Ash'ari et la Théologie Sunnite.

Al-Ash'ari fut membre des mu'tazilites avant d'adopter la foi de l'Islam sunnite. Ses explications des données de la foi sunnite justifiaient son attachement à ses dogmes.

Ash‘arī et la théologie sunnite:

Abū al-Hasan al-Ash‘arī (m. vers 935) avait adhéré au mu‘tazilisme au moment de sa formation en théologie, ayant été pendant un certain nombre d’années disciple de Abū ‘Alī Jubbā’ī. C’est à la suite d’une véritable conversion, en 913 qu’il adopta la foi de l’Islam sunnite, et déploya dès lors tous ses efforts à en défendre les dogmes et l’exégèse. Son point de départ s’écarte sensiblement du mu‘tazilisme, puisqu’il considère que le vrai croyant doit croire intégralement à tout ce qu’enseigne le Coran et le hadīth, le raisonnement n’intervenant pas comme critère de vérité de la foi, mais comme outil d’explication des textes sacrés. En d’autre termes, l’oeuvre d’Ash‘arī viendra pour expliquer et justifier a posteriori les données de la foi sunnite, à laquelle elle reste entièrement subordonnée. Reprenant les grands thèmes théologiques soulevés par le mu‘tazilisme, Ash‘arī développera les points suivants:

- Le Coran enseignant précisément et littéralement la vérité que Dieu transmet aux hommes, il faut croire que les attributs tels la Puissance ou la Science sont réels et éternels; de même qu’aux expressions de "main", d’''oeil'', etc. correspondent une réalité précise. Mais ces divers attributs ne sont pas assimilables à ce que les hommes, dans le monde matériel, entendent par "science" ou "main", car leurs modalités comme leur contenu réel sont totalement incompréhensibles pour les facultés humaines.
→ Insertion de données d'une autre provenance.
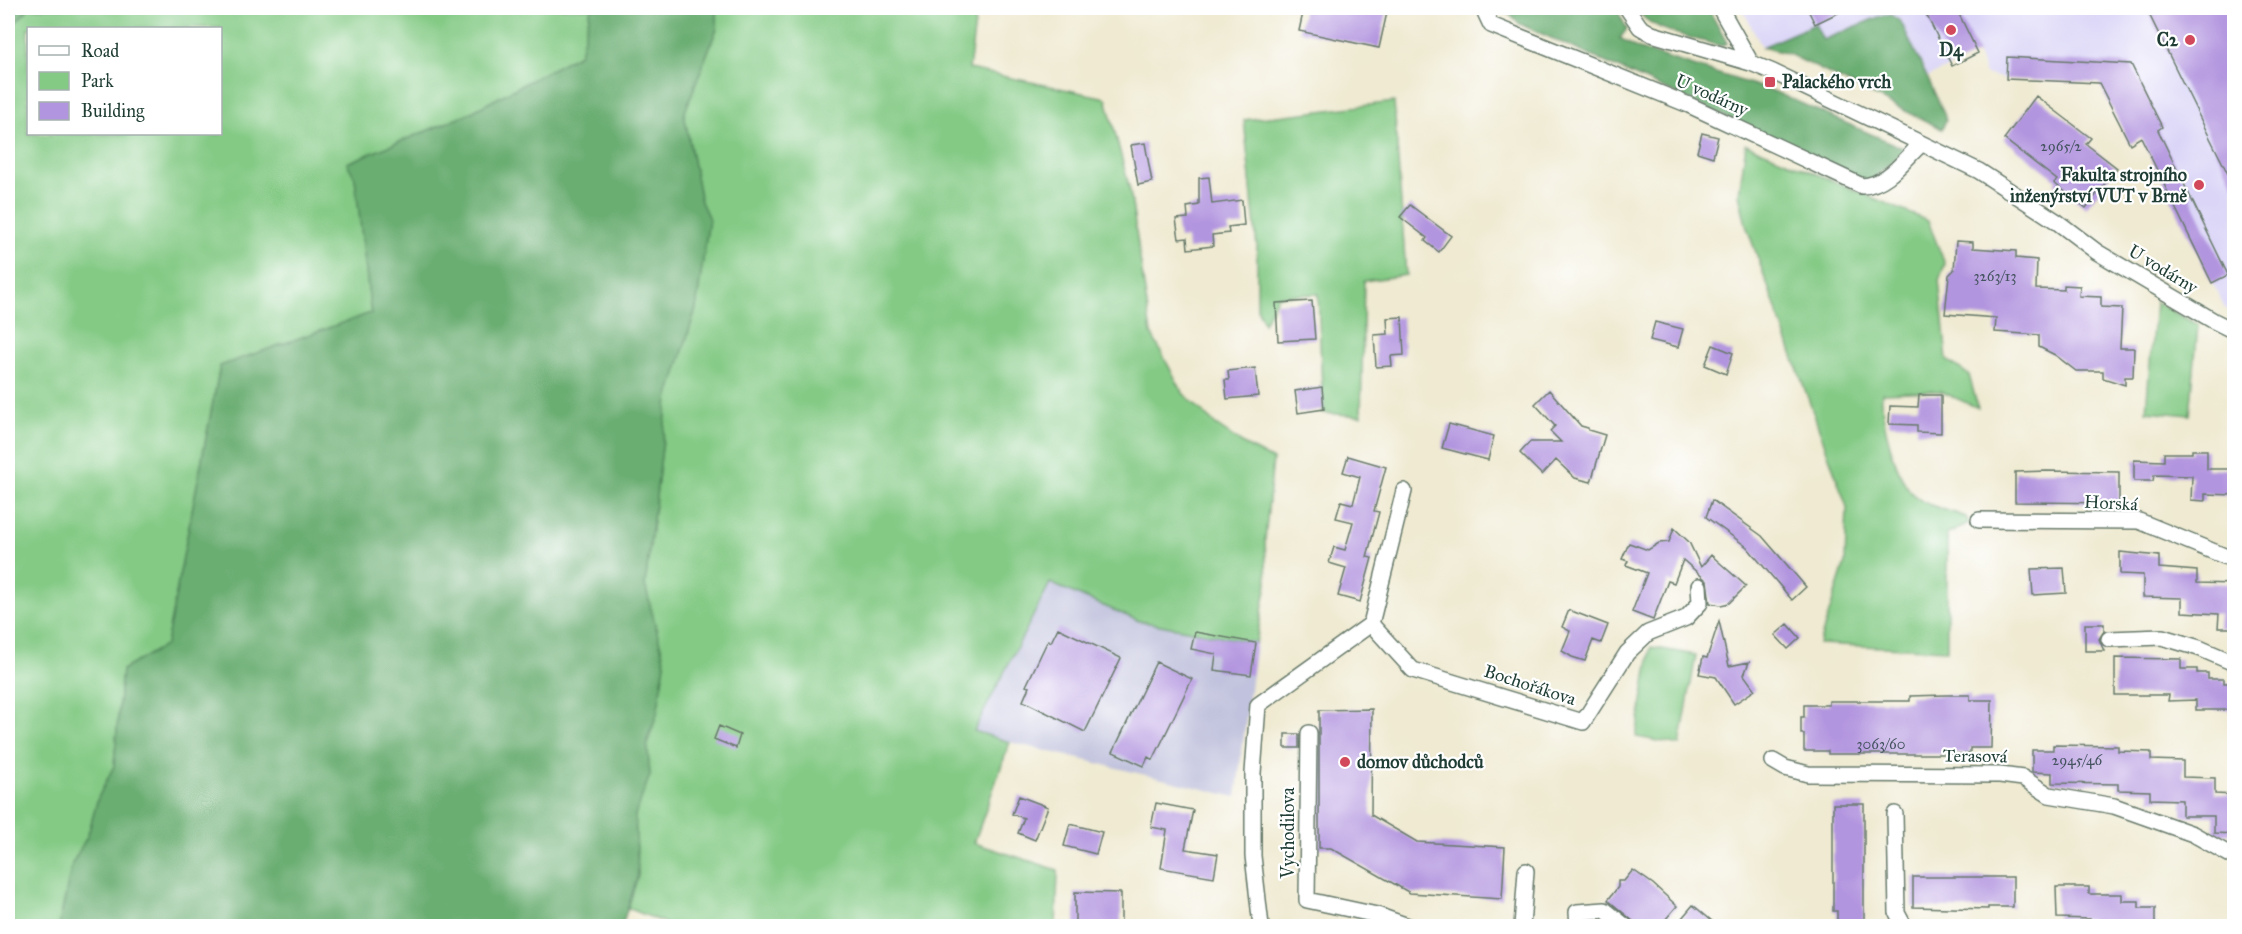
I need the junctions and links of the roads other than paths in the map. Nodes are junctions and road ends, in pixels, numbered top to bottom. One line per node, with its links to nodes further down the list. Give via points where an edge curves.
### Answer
1 (1483, 8): 5 (street, U vodárny, via 1491,25 1689,105 1862,186 1883,181)
2 (1627, 8): 4 (street, U vodárny, via 1640,27 1652,34)
3 (1720, 8): 4 (street)
4 (1751, 63): 5 (street, U vodárny)
5 (1921, 144): 6 (street, U vodárny, via 1979,171 2097,252)
6 (2235, 331)
7 (1404, 491): 11 (street)
8 (1979, 520): 9 (street, Horská, via 2139,521)
9 (2235, 560)
10 (1699, 586): 11 (street, Bochořákova, via 1700,603 1686,618 1648,633 1627,653 1583,722 1413,670)
11 (1371, 624): 19 (street, via 1258,705 1253,856)
12 (2109, 639): 13 (street, via 2162,637)
13 (2235, 663)
14 (1309, 733): 20 (street, Vychodilova, via 1307,900 1377,915)
15 (1773, 761): 17 (street, Terasová, via 1808,774 2023,777 2049,795 2114,806 2193,834)
16 (1895, 814): 24 (street, via 1897,913)
17 (2235, 857)
18 (1526, 871): 21 (street)
19 (1260, 927)
20 (1408, 927)
21 (1522, 927)
22 (1578, 927): 23 (street, via 1577,912 1605,910)
23 (1625, 927)
24 (1904, 927)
Suivant cette même logique, Ash‘ari admit que les bienheureux puissent voir Dieu dans l’Au-delà, ou que le Coran soit incréé (bien que le Coran prééternel soit ici distingué des lettres écrites ou articulées par les hommes): cette vision comme cette préexistence du Livre sont à admettre pour lui comme des faits, même si la raison ou l’imagination humaine ne peuvent se les représenter.

- Concernant la question de la prédestination et du libre-arbitre, Ash‘arī développa l’idée que si les actes humains sont créés par Dieu, ils sont acquis par les hommes qui en assument de ce fait la responsabilité. Quels que soient la subtilité des raisonnements d’Ash‘ari en la matière, c’est une doctrine nettement prédestinationniste qu’il a défendu: il ne sera plus désormais question de pouvoir de décision humain au sens où l’avaient entendue les Mu‘tazilites.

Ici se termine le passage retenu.